Stability in the middle east has been at the expense of the Egyptian people,


----------



## DeadGuy (Jan 22, 2010)

MaidenScotland said:


> The government IMO is making a gesture and nothing else, it is not even a gesture to the people but to the USA. Will the elections be free and fair? Not if any of Mubaraks cronies stand after all they know the election needs to be rigged for them to win and if this is not the case why have they been rigged for the last 30 years.
> I have vague memories of Mubarak once saying " we can send the people from Imbaba to fight for us because they are worth nothing" or words to that affect.
> 4 or 5 years 30 plus Sudanese were shot dead by the police outside the united nations building in Mohandiseen.
> The Massacre Of Sudanese Refugees In Cairo
> ...



Well said :clap2:

The guy obviously did not learn his lesson yet, he obviously still believes that he’s still got everything “under control” 

If the “elections” were to happen with the current “president” and HIS cabinet then it will be just same sh!t, different day, dunno if any of you heard about what’s been going on in the last couple of days down south, El Wadi El Gedeed province, but +120 people got shot by the police and the criminals who were set free by the police in there, and that’s a “new” interior minster in charge now 

The way it sounds like?

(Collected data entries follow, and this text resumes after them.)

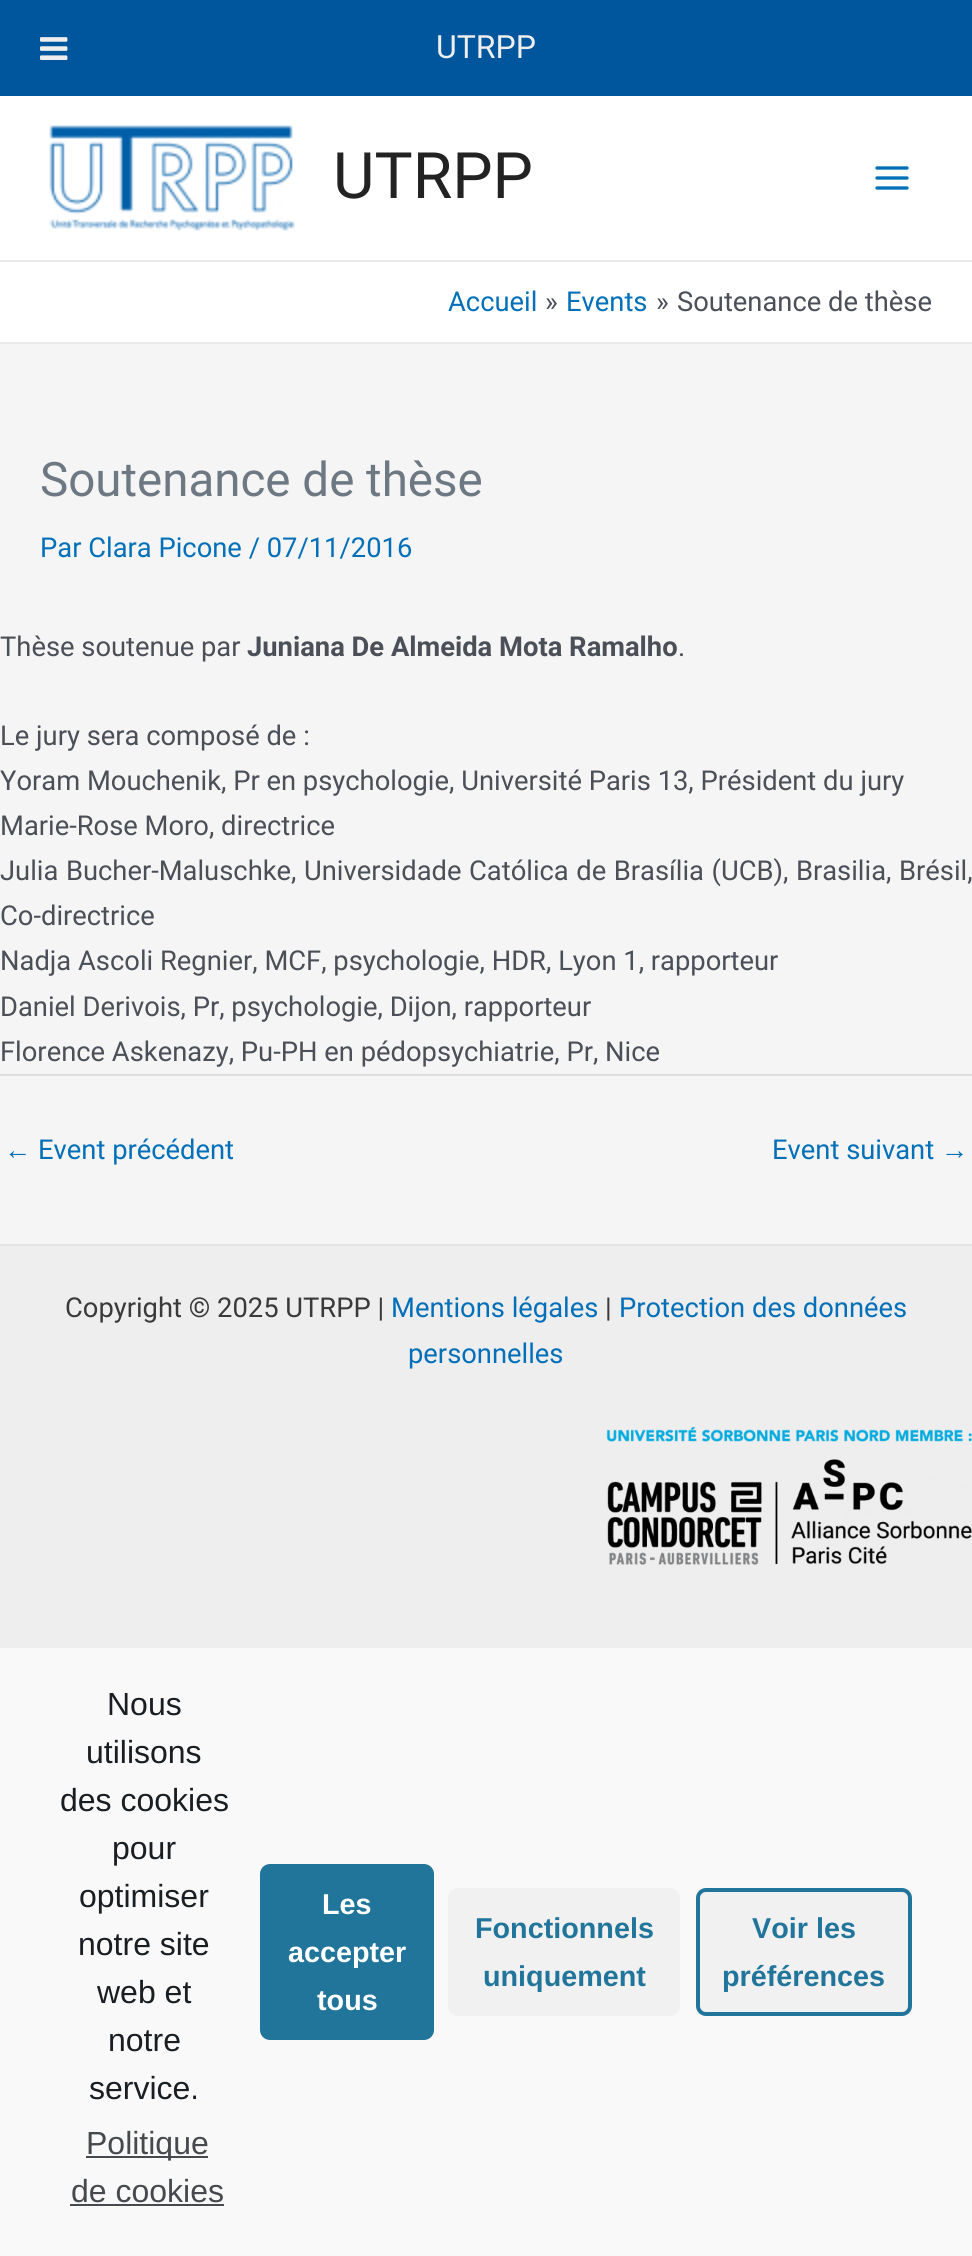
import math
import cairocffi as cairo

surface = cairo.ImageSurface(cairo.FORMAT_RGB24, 972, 2256)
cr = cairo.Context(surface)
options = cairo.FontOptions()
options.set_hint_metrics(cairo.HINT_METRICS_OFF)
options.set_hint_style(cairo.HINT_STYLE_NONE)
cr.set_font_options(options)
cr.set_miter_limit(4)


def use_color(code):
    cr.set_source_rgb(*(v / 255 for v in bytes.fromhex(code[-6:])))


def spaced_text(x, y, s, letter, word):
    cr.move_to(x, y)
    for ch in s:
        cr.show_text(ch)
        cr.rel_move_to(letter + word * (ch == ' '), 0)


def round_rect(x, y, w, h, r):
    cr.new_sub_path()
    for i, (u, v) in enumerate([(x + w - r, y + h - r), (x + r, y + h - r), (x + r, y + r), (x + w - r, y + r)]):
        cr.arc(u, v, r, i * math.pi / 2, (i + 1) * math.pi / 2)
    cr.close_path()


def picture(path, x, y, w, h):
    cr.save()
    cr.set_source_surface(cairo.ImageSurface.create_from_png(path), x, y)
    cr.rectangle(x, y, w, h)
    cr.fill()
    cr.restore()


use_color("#f5f5f5")
cr.paint()
use_color("#00569d")
cr.rectangle(0, 0, 972, 96)
cr.fill()
picture("img1.png", 40, 37, 28, 23)
cr.select_font_face("Roboto")
cr.set_font_size(32)
use_color("#eeeeee")
cr.move_to(436, 58)
cr.show_text("UTRPP")
use_color("#ffffff")
cr.rectangle(0, 96, 972, 164)
cr.fill()
use_color("#eaeaea")
cr.rectangle(0, 260, 972, 2)
cr.fill()
picture("img2.png", 49, 125, 246, 106)
cr.set_font_size(64)
use_color("#222222")
cr.move_to(333, 198)
cr.show_text("UTRPP")
picture("img3.png", 875, 166, 34, 24)
use_color("#ffffff")
cr.rectangle(0, 262, 972, 80)
cr.fill()
use_color("#eaeaea")
cr.rectangle(0, 342, 972, 2)
cr.fill()
cr.set_font_size(27.35)
use_color("#0170b9")
cr.move_to(448, 311)
cr.show_text("Accueil")
use_color("#4b4f58")
cr.move_to(545, 311)
cr.show_text("»")
use_color("#0170b9")
cr.move_to(566, 311)
cr.show_text("Events")
use_color("#4b4f58")
cr.move_to(656, 311)
cr.show_text("»")
cr.move_to(677, 311)
cr.show_text("Soutenance de thèse")
cr.set_font_size(47.5)
use_color("#6d7882")
cr.move_to(40, 496)
cr.show_text("Soutenance de thèse")
cr.set_font_size(27.35)
use_color("#0170b9")
cr.move_to(40, 557)
cr.show_text("Par Clara Picone / 07/11/2016")
use_color("#4b4f58")
cr.move_to(0, 656)
cr.show_text("Thèse soutenue par")
cr.select_font_face("Roboto", cairo.FONT_SLANT_NORMAL, cairo.FONT_WEIGHT_BOLD)
cr.move_to(247, 656)
cr.show_text("Juniana De Almeida Mota Ramalho")
cr.select_font_face("Roboto")
cr.move_to(678, 656)
cr.show_text(".")
cr.move_to(0, 745)
cr.show_text("Le jury sera composé de :")
cr.move_to(0, 790)
cr.show_text("Yoram Mouchenik, Pr en psychologie, Université Paris 13, Président du jury")
cr.move_to(0, 835)
cr.show_text("Marie-Rose Moro, directrice")
spaced_text(0, 880, "Julia Bucher-Maluschke, Universidade Católica de Brasília (UCB), Brasilia, Brésil,", 0, 0.75)
cr.move_to(0, 925)
cr.show_text("Co-directrice")
cr.move_to(0, 970)
cr.show_text("Nadja Ascoli Regnier, MCF, psychologie, HDR, Lyon 1, rapporteur")
cr.move_to(0, 1016)
cr.show_text("Daniel Derivois, Pr, psychologie, Dijon, rapporteur")
cr.move_to(0, 1061)
cr.show_text("Florence Askenazy, Pu-PH en pédopsychiatrie, Pr, Nice")
use_color("#dddddd")
cr.rectangle(0, 1074, 972, 2)
cr.fill()
cr.select_font_face("Liberation Sans")
use_color("#0170b9")
cr.move_to(4, 1159)
cr.show_text("←")
cr.select_font_face("Roboto")
cr.move_to(38, 1159)
cr.show_text("Event précédent")
cr.move_to(772, 1159)
cr.show_text("Event suivant")
cr.select_font_face("Liberation Sans")
cr.move_to(941, 1159)
cr.show_text("→")
use_color("#eeeeee")
cr.rectangle(0, 1246, 972, 402)
cr.fill()
use_color("#e5e5e5")
cr.rectangle(0, 1244, 972, 2)
cr.fill()
cr.select_font_face("Roboto")
use_color("#3a3a3a")
cr.move_to(65, 1317)
cr.show_text("Copyright © 2025 UTRPP |")
use_color("#0170b9")
cr.move_to(391, 1317)
cr.show_text("Mentions légales")
use_color("#3a3a3a")
cr.move_to(605, 1317)
cr.show_text("|")
use_color("#0170b9")
cr.move_to(619, 1317)
cr.show_text("Protection des données")
cr.move_to(408, 1363)
cr.show_text("personnelles")
picture("img4.png", 606, 1426, 366, 139)
use_color("#f9f9f9")
cr.rectangle(0, 1648, 972, 608)
cr.fill()
cr.select_font_face("Liberation Sans")
cr.set_font_size(32)
use_color("#191e23")
cr.move_to(107, 1715)
cr.show_text("Nous")
cr.move_to(86, 1763)
cr.show_text("utilisons")
cr.move_to(60, 1811)
cr.show_text("des cookies")
cr.move_to(112, 1859)
cr.show_text("pour")
cr.move_to(79, 1907)
cr.show_text("optimiser")
cr.move_to(78, 1955)
cr.show_text("notre site")
cr.move_to(97, 2003)
cr.show_text("web et")
cr.move_to(108, 2051)
cr.show_text("notre")
cr.move_to(89, 2099)
cr.show_text("service.")
use_color("#464a4e")
cr.rectangle(86, 2156, 122, 2)
cr.fill()
cr.move_to(86, 2154)
cr.show_text("Politique")
cr.move_to(71, 2202)
cr.show_text("de cookies")
cr.rectangle(70, 2204, 154, 2)
cr.fill()
use_color("#21759b")
round_rect(262, 1866, 170, 172, 8)
cr.fill_preserve()
cr.set_line_width(4)
cr.stroke()
cr.select_font_face("Liberation Sans", cairo.FONT_SLANT_NORMAL, cairo.FONT_WEIGHT_BOLD)
cr.set_font_size(28.75)
use_color("#ffffff")
cr.move_to(322, 1914)
cr.show_text("Les")
cr.move_to(288, 1962)
cr.show_text("accepter")
cr.move_to(317, 2010)
cr.show_text("tous")
use_color("#f1f1f1")
round_rect(448, 1888, 232, 128, 10)
cr.fill()
use_color("#21759b")
cr.move_to(475, 1938)
cr.show_text("Fonctionnels")
cr.move_to(483, 1986)
cr.show_text("uniquement")
use_color("#f1f1f1")
round_rect(698, 1890, 212, 124, 8)
cr.fill_preserve()
use_color("#21759b")
cr.stroke()
cr.move_to(752, 1938)
cr.show_text("Voir les")
cr.move_to(722, 1986)
cr.show_text("préférences")
surface.write_to_png("result.png")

They’d probably get a puppet that the majority of people aren’t really familiar with, and drop the usual +90% for “their” candidate to something like +60% instead! And that’s probably why the US got the opinion that he should be staying till the next elections now, after saying that he needs to leave ASAP, but hopefully they wouldn’t go for one of the MB, cause obviously those people managed to push themselves into the negotiations now 

God bless the democracy


----------



## Eco-Mariner (Jan 26, 2011)

*Stability ?*



MaidenScotland said:


> Stability in the middle east has been at the expense of the Egyptian people,


Egypt has never been stable.... The country has always been affected by power struggles for six thousand years since the Pharoahs. King Farouk ruled by fear until 1952 when Nasser ousted that sovereign regime, using the armies to keep in power. His associate Anwar al-Sadat took over in 1970 after Nasser's death but was himself assasinated in October 6th 1981 at the hands of fundamentalists assasins.

What else has changed since Mubarak took power? Nothing....
Except they all grew richer from the NDP manipulation of the military.

This People's Revolution could be the breaking of the mould, which definately was the result of information technology shared by global sympathisers. What it needs now is the Army to consider that the best way forward for them, that will keep control is for a true and fair democracy to rise from this conflict. It would secure their present funding programme and possibleykeep the balance and political stability on its Israeli border. 

As for change, well why not give the Youth a chance? There are some brilliant minds that need to shine and given the next elections, will prove that they can.


----------



## MaidenScotland (Jun 6, 2009)

Eco-Mariner said:


> Egypt has never been stable.... The country has always been affected by power struggles for six thousand years since the Pharoahs. King Farouk ruled by fear until 1952 when Nasser ousted that sovereign regime, using the armies to keep in power. His associate Anwar al-Sadat took over in 1970 after Nasser's death but was himself assasinated in October 6th 1981 at the hands of fundamentalists assasins.
> 
> What else has changed since Mubarak took power? Nothing....
> Except they all grew richer from the NDP manipulation of the military.
> ...



I meant stable from Americas point of view... oil and Isreal


----------



## Sonrisa (Sep 2, 2010)

Yes, there are some that are very uncomfortable with the idea of a democracy and free and fair elections in Egypt. Palestinians had their free elections and ended up with Hamas. IF free elections were to happen tomorrow I wonder what will be the results here in Egypt. 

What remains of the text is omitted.